PandasProduct¶
Overview¶
PandasProduct is a declarative aggregate expression that computes the product of numeric values in a group. It provides enhanced numerical stability for fractional inputs using logarithmic computation, handles integral inputs with LongType variables internally, and offers configurable NULL handling behavior through the ignoreNA parameter.
Syntax¶
Arguments¶
| Argument | Type | Description |
|---|---|---|
child |
Expression (Numeric) | The input expression/column to compute the product over |
ignoreNA |
Boolean | Whether to ignore NULL values (true) or propagate them (false) |
Return Type¶
The return type depends on the input data type:
- IntegralType inputs: Returns
LongType - Fractional/other numeric inputs: Returns
DoubleType
Supported Data Types¶
- All numeric types (IntegralType, FractionalType)
- Input must satisfy
NumericTypeconstraint throughImplicitCastInputTypes
Algorithm¶
- For IntegralType: Maintains a running product using LongType multiplication and tracks NULL presence
- For FractionalType: Uses logarithmic computation for numerical stability - maintains
logSum(sum of log absolute values), tracks sign changes viapositiveflag, and monitors zero/null occurrences - Zero handling: Short-circuits computation when zero is encountered to avoid unnecessary calculations
- NULL propagation: Configurable via
ignoreNA- either skips NULLs or propagates them to final result - Final evaluation: For fractional types, reconstructs product using
exp(logSum)with appropriate sign
Partitioning Behavior¶
- Preserves partitioning: No, this is an aggregate function that requires grouping
- Requires shuffle: Yes, when used with GROUP BY operations across partitions
- Merge capability: Supports partial aggregation through
mergeExpressionsfor distributed computation
Edge Cases¶
- Null handling: Configurable via
ignoreNAparameter - when false, any NULL input makes result NULL; when true, NULLs are ignored - Empty input behavior: Returns initial values (1 for integral, 1.0 for fractional)

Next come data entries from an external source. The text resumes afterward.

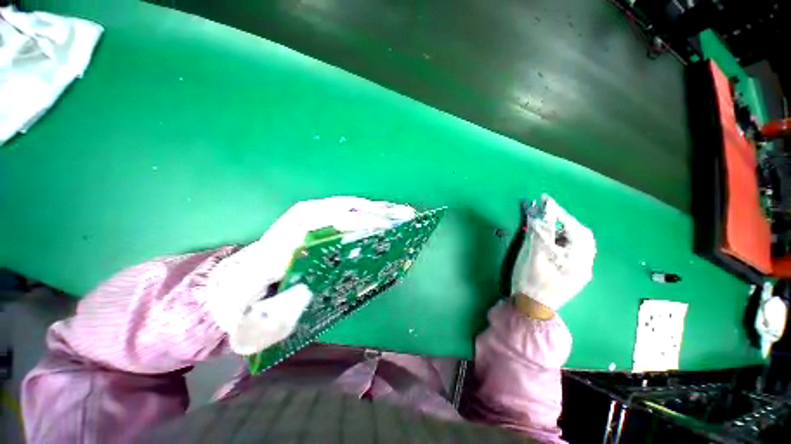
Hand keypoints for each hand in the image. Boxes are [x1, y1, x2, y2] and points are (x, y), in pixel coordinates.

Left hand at [203, 197, 415, 354]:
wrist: (232, 287)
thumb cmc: (245, 307)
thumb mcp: (251, 325)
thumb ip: (275, 317)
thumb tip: (310, 290)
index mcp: (277, 248)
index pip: (320, 227)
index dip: (353, 225)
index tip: (382, 229)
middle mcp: (291, 226)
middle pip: (336, 209)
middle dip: (371, 212)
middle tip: (402, 217)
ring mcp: (300, 218)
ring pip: (341, 204)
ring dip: (371, 207)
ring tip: (398, 212)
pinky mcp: (309, 219)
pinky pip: (341, 208)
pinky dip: (363, 209)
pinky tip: (380, 213)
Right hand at [512, 195, 595, 312]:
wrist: (531, 308)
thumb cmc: (530, 281)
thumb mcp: (533, 256)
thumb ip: (540, 234)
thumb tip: (540, 213)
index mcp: (577, 261)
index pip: (574, 229)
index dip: (560, 213)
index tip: (546, 201)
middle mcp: (585, 265)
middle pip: (582, 236)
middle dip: (566, 222)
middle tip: (549, 215)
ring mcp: (580, 271)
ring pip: (579, 244)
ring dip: (565, 231)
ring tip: (549, 227)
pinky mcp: (574, 274)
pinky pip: (574, 251)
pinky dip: (564, 241)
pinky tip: (552, 242)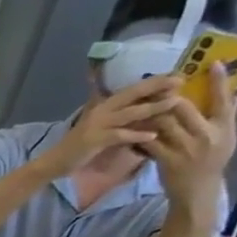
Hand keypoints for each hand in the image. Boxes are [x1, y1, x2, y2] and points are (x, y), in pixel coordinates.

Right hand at [46, 75, 182, 174]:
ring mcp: (97, 124)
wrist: (55, 161)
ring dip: (153, 107)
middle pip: (133, 95)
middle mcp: (101, 110)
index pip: (132, 89)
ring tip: (174, 103)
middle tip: (180, 80)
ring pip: (130, 113)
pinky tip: (152, 136)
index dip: (153, 82)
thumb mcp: (96, 124)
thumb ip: (115, 115)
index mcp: (103, 105)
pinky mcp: (94, 140)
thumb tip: (136, 108)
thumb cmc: (78, 145)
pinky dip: (136, 135)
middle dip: (157, 87)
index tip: (176, 74)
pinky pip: (119, 135)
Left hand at [143, 63, 236, 213]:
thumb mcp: (228, 138)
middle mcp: (205, 135)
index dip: (218, 81)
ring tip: (140, 101)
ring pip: (163, 122)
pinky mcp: (165, 159)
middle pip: (184, 108)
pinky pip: (148, 141)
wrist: (197, 191)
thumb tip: (236, 93)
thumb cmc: (213, 162)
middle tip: (158, 84)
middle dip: (169, 95)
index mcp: (224, 128)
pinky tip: (130, 126)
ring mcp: (184, 148)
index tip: (212, 63)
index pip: (223, 100)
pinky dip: (139, 132)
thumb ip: (229, 116)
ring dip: (150, 111)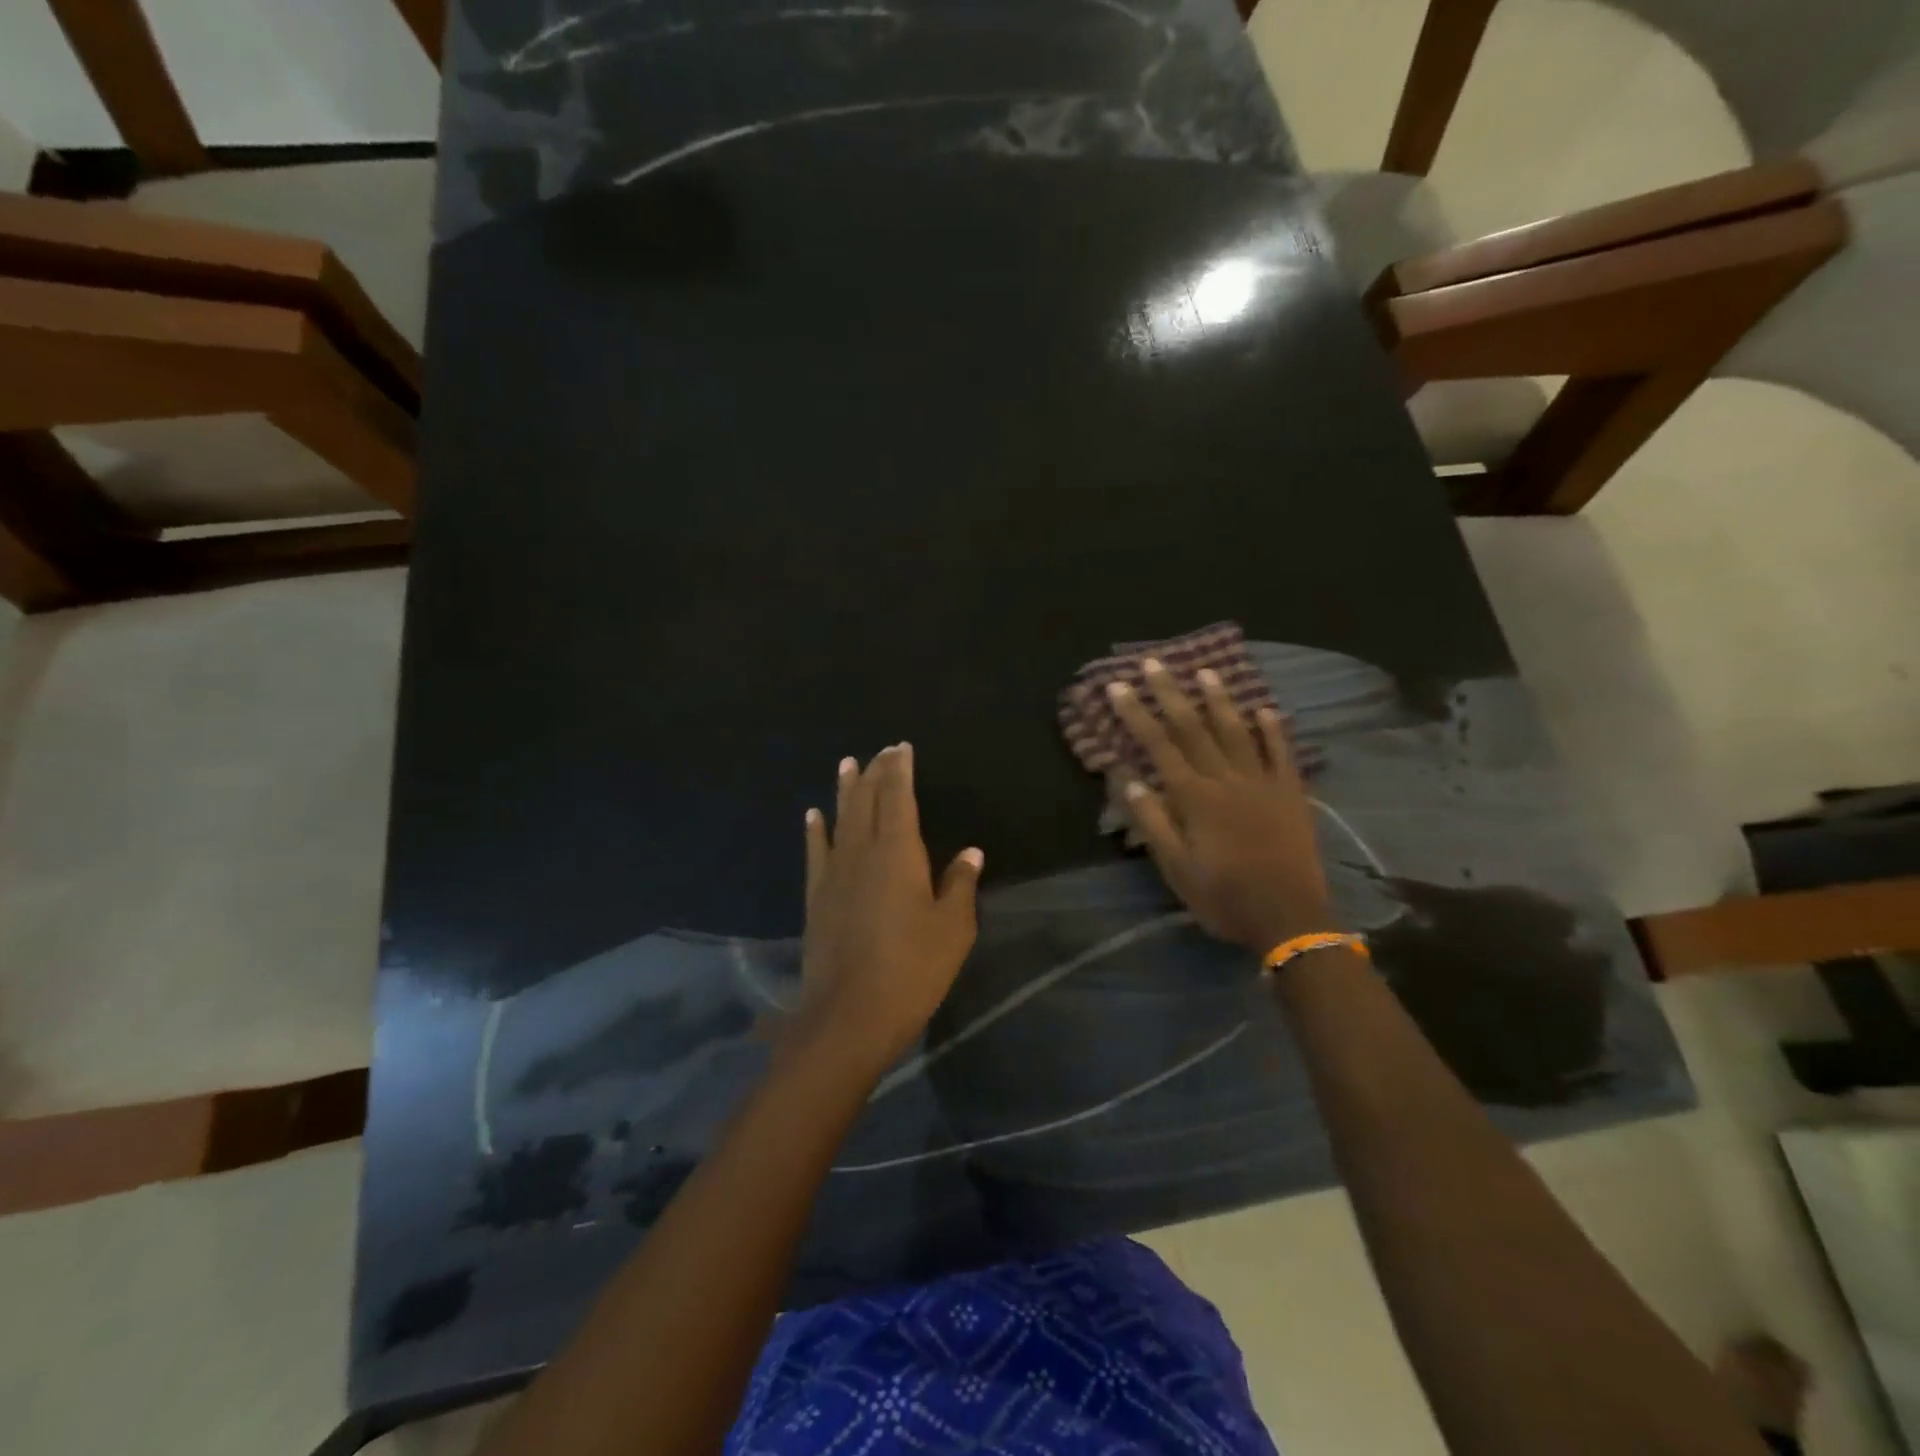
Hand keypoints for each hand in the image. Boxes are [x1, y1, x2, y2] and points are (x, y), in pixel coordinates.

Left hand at [796, 744, 983, 1070]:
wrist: (850, 1015)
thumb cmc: (913, 969)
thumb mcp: (952, 929)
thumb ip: (959, 885)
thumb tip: (971, 853)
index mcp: (899, 853)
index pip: (899, 797)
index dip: (900, 770)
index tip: (901, 747)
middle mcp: (863, 852)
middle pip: (868, 801)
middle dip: (875, 772)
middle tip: (880, 750)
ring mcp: (834, 874)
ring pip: (841, 819)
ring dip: (845, 790)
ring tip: (847, 764)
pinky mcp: (816, 897)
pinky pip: (816, 852)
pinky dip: (815, 830)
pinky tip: (813, 815)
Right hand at [1107, 660, 1333, 953]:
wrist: (1291, 918)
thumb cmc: (1225, 898)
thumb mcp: (1177, 869)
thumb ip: (1154, 823)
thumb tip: (1129, 780)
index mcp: (1195, 798)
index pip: (1159, 747)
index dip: (1136, 715)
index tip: (1118, 687)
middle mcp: (1227, 780)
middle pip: (1194, 729)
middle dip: (1171, 694)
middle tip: (1154, 663)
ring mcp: (1263, 783)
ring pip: (1238, 732)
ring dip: (1220, 701)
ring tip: (1207, 672)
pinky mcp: (1292, 793)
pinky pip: (1282, 753)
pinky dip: (1274, 730)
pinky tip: (1266, 710)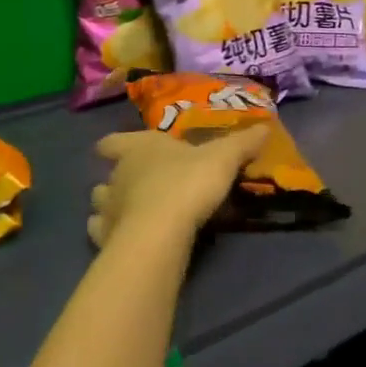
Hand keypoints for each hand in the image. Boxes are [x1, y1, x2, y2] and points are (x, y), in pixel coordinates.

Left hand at [88, 127, 269, 249]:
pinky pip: (101, 233)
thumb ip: (242, 144)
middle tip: (145, 184)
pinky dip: (111, 234)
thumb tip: (264, 127)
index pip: (115, 141)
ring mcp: (107, 209)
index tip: (118, 148)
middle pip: (110, 174)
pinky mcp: (104, 239)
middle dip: (122, 178)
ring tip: (135, 212)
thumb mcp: (224, 158)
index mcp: (140, 148)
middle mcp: (117, 175)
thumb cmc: (187, 184)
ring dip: (114, 205)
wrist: (159, 233)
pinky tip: (128, 238)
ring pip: (101, 203)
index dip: (116, 144)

- Zero values: Result becomes 0, handled efficiently by
containsZeroflag without further computation - Overflow behavior: IntegralType uses LongType internally which can still overflow; FractionalType uses logarithmic computation to minimize overflow risk
- Negative values: For fractional inputs, tracks sign changes through
positiveflag to determine final result sign
Code Generation¶
This expression extends DeclarativeAggregate, which supports Tungsten code generation. The aggregate buffer operations and expressions can be code-generated for improved performance rather than falling back to interpreted mode.
Examples¶
-- Calculate product ignoring NULLs
SELECT pandas_product(sales_amount, true) FROM sales_table;
-- Calculate product propagating NULLs
SELECT pandas_product(quantity, false) FROM inventory_table;
-- Group by with product aggregation
SELECT category, pandas_product(price, true)
FROM products
GROUP BY category;
// Example DataFrame API usage (requires custom function registration)
import org.apache.spark.sql.functions.expr
df.select(expr("pandas_product(amount, true)"))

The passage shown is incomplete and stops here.